Because they are organized by the states, the centers have developed in different ways. Some are small operations focused on crime, while others are full-fledged criminal and counterterrorism operations. From 2004 to 2007, state and local governments received $254 million from the Department of Homeland Security in support of the centers, which are also supported by employees of the FBI and other federal law enforcement agencies. In some cases, they work with the U.S. Northern Command, the Pentagon operation involved in homeland security.
The centers have been criticized for being secretive, but authorities said that this is largely for security reasons. Activists want to know more about their activities, the kinds of information they collect and how the information is being used.
The Electronic Privacy Information Center filed a lawsuit in Virginia last month seeking the release of records about communication among state fusion center officials and the departments of Homeland Security and Justice. Marc Rotenberg, the privacy center's executive director, said his group was responding to a proposed state law that would sharply limit access to records about the fusion centers' activity.
Sue Reingold, deputy program manager in the Information Sharing Environment office, a federal operation with a mandate to improve information sharing, said state and local officials "must have access to a broad array of classified and unclassified information" to perform their mission. But Reingold said that an "important part of this is appropriate training and oversight that is well understood and transparent to the public."
"Fusion centers are vital to state and local efforts to fight crime, including terrorism," she said.
The list includes a wide variety of data resources along with software that finds patterns and displays links among people.
Most of the centers have subscriptions to Accurint, ChoicePoint's Autotrack or LexisNexis. These information brokers are Web-based services that deliver instant access to billions of records on individuals' homes, cars, phone numbers and other information.
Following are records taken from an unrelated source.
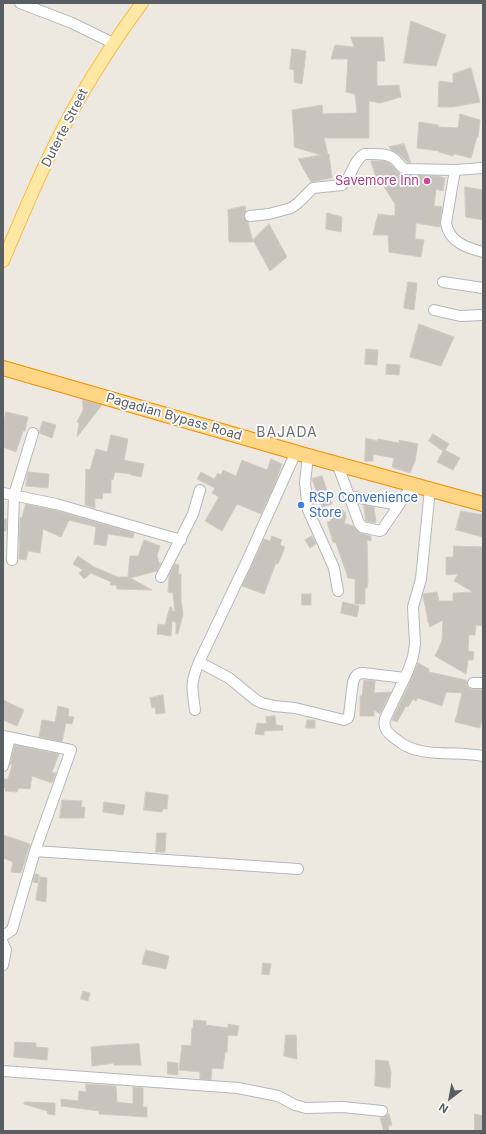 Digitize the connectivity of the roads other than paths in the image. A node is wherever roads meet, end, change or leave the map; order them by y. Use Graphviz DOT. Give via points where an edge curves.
graph roads {
  1 [pos="20,3"];
  2 [pos="142,3"];
  3 [pos="113,43"];
  4 [pos="483,168"];
  5 [pos="455,170"];
  6 [pos="250,216"];
  7 [pos="483,252"];
  8 [pos="3,261"];
  9 [pos="443,282"];
  10 [pos="483,288"];
  11 [pos="434,310"];
  12 [pos="483,316"];
  13 [pos="3,368"];
  14 [pos="33,433"];
  15 [pos="302,454"];
  16 [pos="337,464"];
  17 [pos="413,484"];
  18 [pos="430,489"];
  19 [pos="200,490"];
  20 [pos="3,493"];
  21 [pos="14,495"];
  22 [pos="349,496"];
  23 [pos="483,504"];
  24 [pos="399,505"];
  25 [pos="181,540"];
  26 [pos="12,560"];
  27 [pos="161,577"];
  28 [pos="338,591"];
  29 [pos="199,662"];
  30 [pos="405,678"];
  31 [pos="195,710"];
  32 [pos="6,737"];
  33 [pos="483,756"];
  34 [pos="3,766"];
  35 [pos="35,851"];
  36 [pos="298,869"];
  37 [pos="3,936"];
  38 [pos="3,943"];
  39 [pos="3,965"];
  40 [pos="3,1071"];
  41 [pos="382,1110"];
  1 -- 3 [label="street" via="72,22"];
  2 -- 3 [label="main road, Duterte Street"];
  3 -- 8 [label="main road, Duterte Street" via="78,99 54,145"];
  4 -- 5 [label="street"];
  5 -- 6 [label="street" via="405,169 390,156 364,154 342,185 313,188 291,208"];
  5 -- 7 [label="street" via="447,228 461,245"];
  9 -- 10 [label="street"];
  11 -- 12 [label="street" via="460,316"];
  13 -- 15 [label="highway, Pagadian Bypass Road"];
  14 -- 21 [label="street"];
  15 -- 16 [label="highway, Pagadian Bypass Road"];
  15 -- 28 [label="street" via="308,510 332,563"];
  15 -- 29 [label="street"];
  16 -- 17 [label="highway, Pagadian Bypass Road"];
  16 -- 22 [label="street"];
  17 -- 18 [label="highway, Pagadian Bypass Road"];
  17 -- 24 [label="street"];
  18 -- 23 [label="highway, Pagadian Bypass Road"];
  18 -- 30 [label="street" via="421,579 413,607 415,644"];
  19 -- 25 [label="street"];
  20 -- 21 [label="street"];
  21 -- 25 [label="street" via="105,517"];
  21 -- 26 [label="street"];
  22 -- 24 [label="street"];
  22 -- 24 [label="street" via="360,526 380,531"];
  25 -- 27 [label="street"];
  29 -- 30 [label="street" via="229,678 262,704 316,712 342,720 348,718 354,677 358,674"];
  29 -- 31 [label="street" via="192,684"];
  30 -- 33 [label="street" via="385,719 385,729 389,734 413,749"];
  32 -- 34 [label="street"];
  32 -- 35 [label="street" via="71,750"];
  35 -- 36 [label="street"];
  35 -- 37 [label="street" via="12,930"];
  38 -- 39 [label="street" via="6,950"];
  40 -- 41 [label="street" via="238,1088 278,1096 306,1108"];
}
Some of the centers link to records of currency transactions and almost 5 million suspicious-activity reports filed by financial institutions with the Treasury Department's Financial Crimes Enforcement Network.
Massachusetts and other states rely on LocatePlus, an information broker that claims that it provides "the most comprehensive cell phone, unlisted and unpublished phone database in the industry." The state also taps a private system called ClaimSearch that includes a "nationwide database that provides information on insurance claims, including vehicles, casualty claims and property claims," the document said.
The center in Ohio has access, through authorized users, to an FBI "secret level repository," the document said.
Rhode Island reported that it has access, also through the FBI, to "Top Secret resources" such as "Proton, which allows queries of CIA databases," the document shows. Officials at the Rhode Island State Police, FBI and CIA declined to discuss the system and the kinds of information it contains.
In addition to databases run by Entersect, Maryland fusion center analysts have access to wage and property records, corporate charters, utility records and a host of government files, including criminal justice information and traffic tickets. Jason Luckenbaugh, the center's chief of staff, acknowledged concern about the government's ability to tap into new sources of information. But he said the databases enable analysts to fight crime and protect against terrorism, and help local authorities do the same. "We're not trying to threaten them in any way," he said.